Saturday, November 08, 2014

Lullaby and Finale


Eastside Road, November 8, 2014—
JUST WHEN I THOUGHT there was no particular reason to write any more music — in July, 2004, to be precise — Eliane Lust asked for a new piece. She was planning a recital program of lullabies and thought I’d like to supply one. She’s a favorite of mine; she did such a splendid job with my piano sonata Bachelor Apparatus , even consenting to play it in costume seated at a piano perched on a cart being hauled across the stage by a strongman in Margeret Fisher’s amazing dance/theater piece drawn from our opera together.

And, by coincidence, I’d just bought a new piece of notation software which made it easier than ever to print music, and even to synthesize it somewhat suggestively; and I’d installed it on a new laptop, a tiny one that I’d taken with us on an annual week in Ashland, where we like to go to see Shakespeare (and other plays), and where we were when Eliane’s e-mail request came.

Partly to learn the software (and to demonstrate it to a friend who was among those spending the week with us), partly to see if I could write a lullaby, I quickly composed this piece. The next day, after the computer played it to us and I discovered how incredibly long it is and how somniferous, I decided to add a Finale, partly to awaken the audience, more really to awaken the performer.

The pieces have something to do with the music in the Trio for Violin, Piano, and Percussion. The same chromaticism is there; the deep clusters; the insistent repetition. I don’t think these have much to do with Minimalism; to me they are more closely related to the hermetic poetry of Gertrude Stein. But I could be wrong about that. In fact, Lullaby is a sort of by-piece to the much longer Sonata 2 Compositio ut explicatio.

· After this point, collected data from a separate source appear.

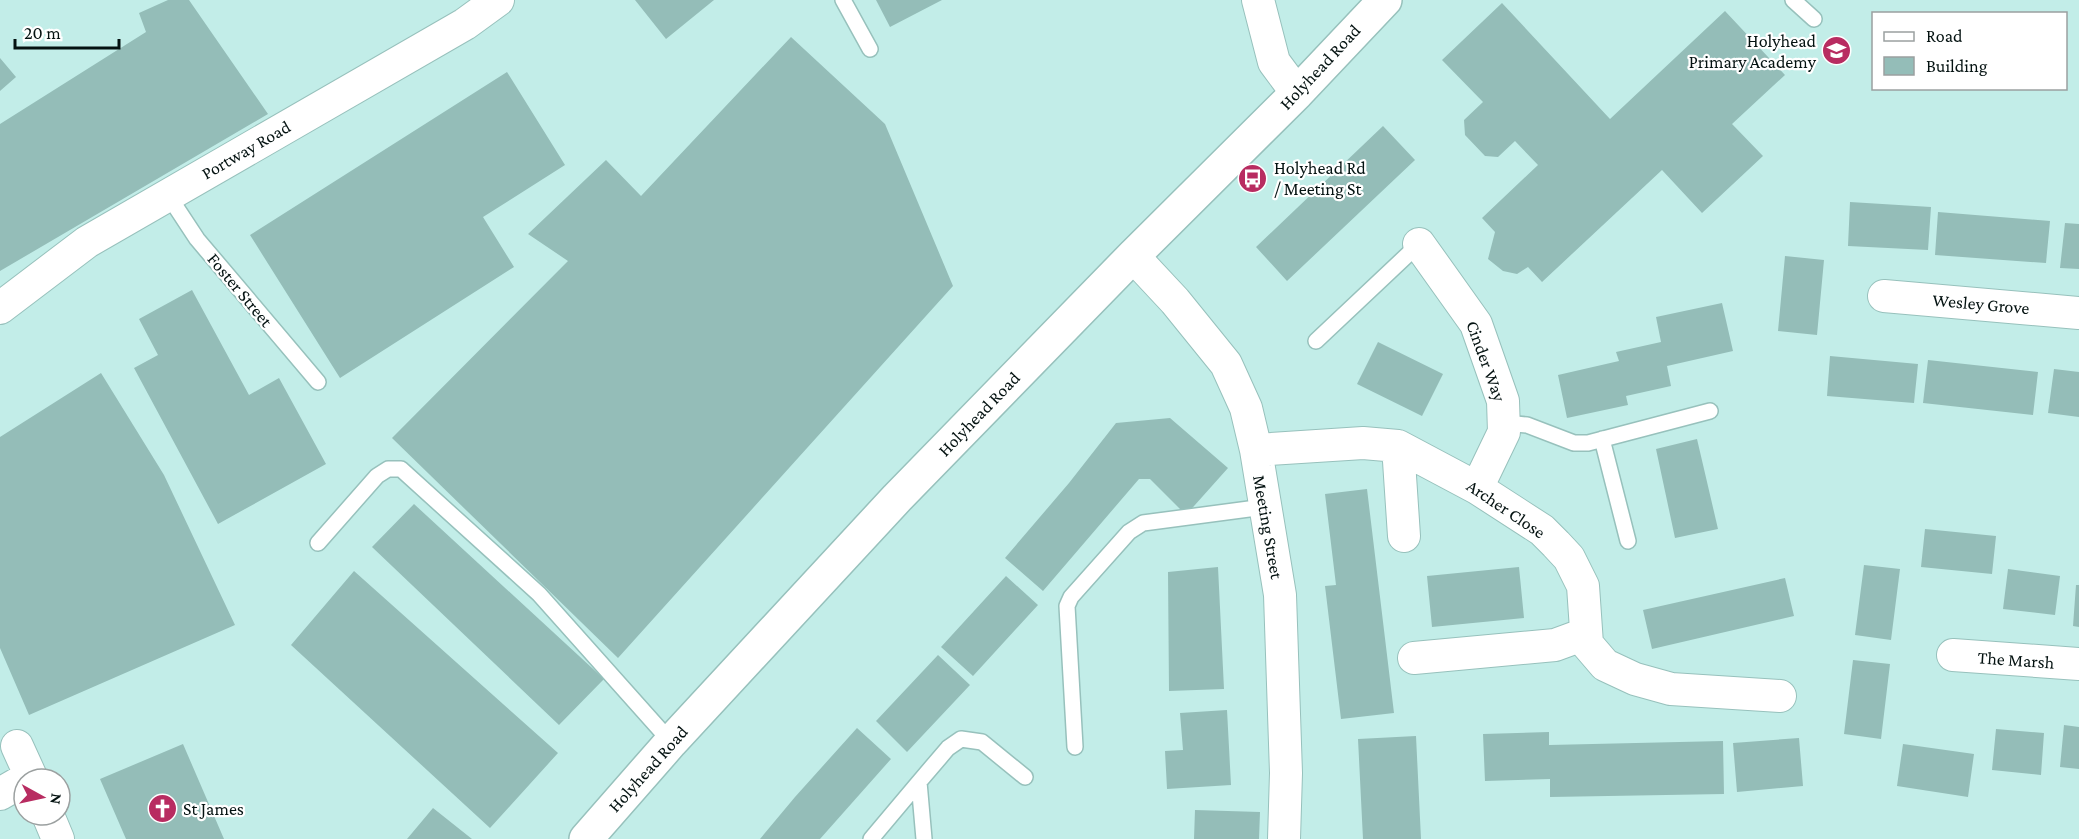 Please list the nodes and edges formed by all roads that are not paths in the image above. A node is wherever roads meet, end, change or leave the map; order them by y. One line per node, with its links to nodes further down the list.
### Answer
1 (498, 0): 9 (street, Portway Road)
2 (843, 0): 7 (lane)
3 (1258, 0): 8 (street)
4 (1385, 0): 8 (street, Holyhead Road)
5 (1793, 0): 6 (lane)
6 (1814, 19)
7 (870, 49)
8 (1297, 93): 11 (street, Holyhead Road)
9 (168, 195): 13 (street, Portway Road); 16 (lane, Foster Street)
10 (1419, 244): 15 (lane); 18 (street, Cinder Way)
11 (1133, 256): 21 (street, Meeting Street); 32 (street, Holyhead Road)
12 (1884, 296): 14 (street, Wesley Grove)
13 (0, 308)
14 (2079, 313)
15 (1316, 341)
16 (318, 382)
17 (1710, 411): 19 (lane)
18 (1504, 432): 19 (lane); 22 (street, Cinder Way)
19 (1602, 439): 25 (lane)
20 (1398, 446): 21 (street, Archer Close); 22 (street, Archer Close); 24 (street)
21 (1256, 450): 23 (street, Meeting Street)
22 (1477, 488): 27 (street, Archer Close)
23 (1264, 507): 34 (lane); 41 (street, Meeting Street)
24 (1404, 536)
25 (1628, 541)
26 (318, 543): 32 (lane)
27 (1585, 634): 29 (street); 31 (street, Archer Close)
28 (1953, 655): 30 (street, The Marsh)
29 (1414, 658)
30 (2079, 664)
31 (1780, 696)
32 (671, 742): 38 (street, Holyhead Road)
33 (17, 746): 35 (street)
34 (1075, 747)
35 (24, 767)
36 (1024, 777): 37 (lane)
37 (919, 782): 39 (lane); 40 (lane)
38 (586, 839)
39 (871, 839)
40 (924, 839)
41 (1284, 839)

Eliane introduced both movements in a program of lullabies and barcarolles given at The Dance Palace, Pt. Reyes Station, California, Oct. 17, 2004.



click here for synthesized performance (.mp3)

click here for score (.pdf)

1 comment:

John Whiting said...

" I don’t think these have much to do with Minimalism; to me they are more closely related to the hermetic poetry of Gertrude Stein."

You've posited a contrast with aeons of cultural history behind it. For me, Gertrude Stein's quasi-repetitions are a stimulus to attention rather than a soporific reassurance.